Nel dicembre 2023 l’Alta corte di giustizia di Londra ha deciso di esaminare quello che potrebbe essere in Gran Bretagna l’ultimo appello di Julian Assange contro la sua estradizione negli Stati Uniti. Sono stati fissati due giorni di udienza per il 20 e 21 febbraio 2024. In questo disperato tentativo di difesa da parte di Assange, i giudici dovranno decidere se egli ha ancora qualche possibilità di appellarsi a qualche Corte britannica oppure avviare le pratiche per un’imminente estradizione. Per parte sua Assange ha già trascorso quasi cinque anni nella prigione londinese di Belmarsh, ove è detenuto in attesa di giudizio dall’aprile 2019, detenzione che Amnesty International ha ritenuto per gran parte arbitraria.
Il 6 giugno del 2023 l’Alta Corte del Regno Unito ha rigettato il primo appello di Assange contro il mandato di estradizione, firmato dall’allora Ministra dell’Interno Priti Patel nel giugno 2022. Se venisse estradato, Assange potrebbe passare il resto della vita in carcere per l’accusa di aver pubblicato nel 2010 documenti segretati resi noti tramite Wikileaks. Assange si trova, quindi, in un momento critico della sua vicenda giudiziaria. Se dovesse perdere l’appello, tutte le vie legali nel Regno Unito sarebbero concluse e dovrebbe presentare formale ricorso alla Corte europea dei diritti umani per opporsi all’estradizione. Non è tuttavia chiaro se tale Corte vorrà garantire delle “misure ad interim” per fermare l’estradizione prima che la sua istanza sia giudicata ammissibile e poi valutata nel merito. L’offerta da parte degli Stati Uniti di una “rassicurazione diplomatica” potrebbe bloccare l’adozione di tali misure e in tal caso Assange correrebbe il rischio di un’immediata estradizione e conseguente detenzione negli Usa.
La pubblicazione da parte di Wikileaks di documenti rivelati all’organizzazione da altre fonti rientra nella condotta che giornalisti investigativi ed editori possono legalmente tenere nell’ambito della loro attività professionale. Le accuse di spionaggio e di frode informatica contro Assange sono motivate politicamente e violano il diritto alla libertà di espressione. Inoltre, possono avere una “grave ricaduta” sulla libertà dei media a livello globale, spingendo giornalisti ed editori ad autocensurarsi per evitare il rischio di denunce.
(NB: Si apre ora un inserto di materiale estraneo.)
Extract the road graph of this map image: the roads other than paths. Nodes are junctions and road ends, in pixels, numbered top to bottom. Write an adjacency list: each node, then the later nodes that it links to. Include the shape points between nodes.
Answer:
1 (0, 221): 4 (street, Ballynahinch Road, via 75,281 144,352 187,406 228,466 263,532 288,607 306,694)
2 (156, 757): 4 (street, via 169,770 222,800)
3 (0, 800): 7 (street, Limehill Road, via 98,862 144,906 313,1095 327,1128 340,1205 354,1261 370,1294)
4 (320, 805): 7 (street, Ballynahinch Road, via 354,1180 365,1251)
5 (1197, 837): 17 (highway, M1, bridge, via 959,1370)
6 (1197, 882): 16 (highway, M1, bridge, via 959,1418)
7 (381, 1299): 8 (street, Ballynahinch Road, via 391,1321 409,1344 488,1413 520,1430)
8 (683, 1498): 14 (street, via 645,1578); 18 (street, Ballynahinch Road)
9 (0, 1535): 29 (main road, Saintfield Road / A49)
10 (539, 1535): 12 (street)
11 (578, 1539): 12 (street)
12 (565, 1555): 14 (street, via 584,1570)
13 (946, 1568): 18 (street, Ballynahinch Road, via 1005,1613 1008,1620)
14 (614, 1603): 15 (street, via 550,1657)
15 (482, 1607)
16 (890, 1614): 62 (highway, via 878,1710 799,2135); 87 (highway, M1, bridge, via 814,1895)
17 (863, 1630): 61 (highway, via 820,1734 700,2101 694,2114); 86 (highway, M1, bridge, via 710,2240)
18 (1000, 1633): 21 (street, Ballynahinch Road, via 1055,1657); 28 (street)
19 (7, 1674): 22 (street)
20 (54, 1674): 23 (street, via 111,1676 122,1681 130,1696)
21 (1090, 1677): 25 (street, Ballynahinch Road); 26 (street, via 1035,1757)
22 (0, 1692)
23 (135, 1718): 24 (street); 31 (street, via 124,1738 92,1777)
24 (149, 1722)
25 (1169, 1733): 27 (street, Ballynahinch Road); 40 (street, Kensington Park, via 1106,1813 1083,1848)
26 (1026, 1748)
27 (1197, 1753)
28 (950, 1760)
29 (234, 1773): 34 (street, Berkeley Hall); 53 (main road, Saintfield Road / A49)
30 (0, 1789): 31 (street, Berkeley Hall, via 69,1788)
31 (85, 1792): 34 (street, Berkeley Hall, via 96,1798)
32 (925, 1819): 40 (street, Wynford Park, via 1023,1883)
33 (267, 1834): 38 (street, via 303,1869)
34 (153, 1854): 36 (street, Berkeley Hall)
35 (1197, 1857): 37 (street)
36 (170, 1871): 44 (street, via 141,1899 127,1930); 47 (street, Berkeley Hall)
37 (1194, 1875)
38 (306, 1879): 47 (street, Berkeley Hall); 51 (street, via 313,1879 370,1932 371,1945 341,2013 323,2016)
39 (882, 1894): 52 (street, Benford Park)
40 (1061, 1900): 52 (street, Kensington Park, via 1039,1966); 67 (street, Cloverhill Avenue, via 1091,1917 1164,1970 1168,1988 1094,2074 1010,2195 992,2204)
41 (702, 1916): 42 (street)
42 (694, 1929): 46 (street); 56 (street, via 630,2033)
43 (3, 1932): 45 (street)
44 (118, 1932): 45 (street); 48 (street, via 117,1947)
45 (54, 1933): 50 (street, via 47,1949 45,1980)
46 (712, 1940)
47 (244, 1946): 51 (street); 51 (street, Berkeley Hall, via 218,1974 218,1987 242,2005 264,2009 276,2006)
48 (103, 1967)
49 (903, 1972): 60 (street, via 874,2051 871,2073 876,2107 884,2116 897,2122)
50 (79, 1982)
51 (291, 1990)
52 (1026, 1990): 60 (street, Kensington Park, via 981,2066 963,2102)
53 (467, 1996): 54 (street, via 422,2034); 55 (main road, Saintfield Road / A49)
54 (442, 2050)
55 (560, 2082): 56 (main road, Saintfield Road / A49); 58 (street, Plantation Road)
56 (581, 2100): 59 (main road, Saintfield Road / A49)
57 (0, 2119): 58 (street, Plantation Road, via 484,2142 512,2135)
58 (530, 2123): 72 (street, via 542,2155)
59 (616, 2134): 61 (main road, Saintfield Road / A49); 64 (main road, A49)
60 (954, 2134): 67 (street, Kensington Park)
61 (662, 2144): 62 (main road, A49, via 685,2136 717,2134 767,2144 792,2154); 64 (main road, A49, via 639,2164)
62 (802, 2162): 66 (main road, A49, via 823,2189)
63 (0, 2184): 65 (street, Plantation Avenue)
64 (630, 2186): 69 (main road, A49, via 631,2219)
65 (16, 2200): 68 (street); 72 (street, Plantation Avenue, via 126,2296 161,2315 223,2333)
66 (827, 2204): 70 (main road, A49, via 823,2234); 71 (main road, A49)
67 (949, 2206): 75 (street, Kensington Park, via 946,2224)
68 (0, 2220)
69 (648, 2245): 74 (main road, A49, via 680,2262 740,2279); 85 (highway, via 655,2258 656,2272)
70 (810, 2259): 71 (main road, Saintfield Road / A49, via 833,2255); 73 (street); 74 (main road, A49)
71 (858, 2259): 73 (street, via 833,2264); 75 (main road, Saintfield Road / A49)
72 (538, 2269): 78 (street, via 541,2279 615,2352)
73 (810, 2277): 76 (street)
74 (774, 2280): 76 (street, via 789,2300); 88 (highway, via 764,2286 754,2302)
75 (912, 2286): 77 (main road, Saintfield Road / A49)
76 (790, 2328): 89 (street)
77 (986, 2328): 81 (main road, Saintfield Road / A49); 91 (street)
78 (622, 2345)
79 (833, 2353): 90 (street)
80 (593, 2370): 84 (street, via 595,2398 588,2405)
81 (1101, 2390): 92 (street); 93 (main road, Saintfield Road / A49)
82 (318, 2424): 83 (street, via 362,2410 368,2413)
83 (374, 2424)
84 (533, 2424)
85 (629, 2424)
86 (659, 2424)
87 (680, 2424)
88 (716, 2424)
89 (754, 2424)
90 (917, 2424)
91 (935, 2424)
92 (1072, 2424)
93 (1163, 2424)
In vista di questi giorni di udienza, fondamentali, fissati per questo 20 e 21 febbraio, abbiamo deciso di intervistare Sara Chessa, giornalista che si occupa di diritti umani e di libertà di informazione che ha seguito da vicino il Caso Assange raccontandone fatti e retroscena su testate come Independent Australia e MicroMega, autrice tra l’altro per Castelvecchi editore del libro “Distruggere Assange. Per farla finita con la libertà d’informazione (con introduzione di Antonio Cecere e un’intervista inedita a John Shipton padre di Julian Assange)”.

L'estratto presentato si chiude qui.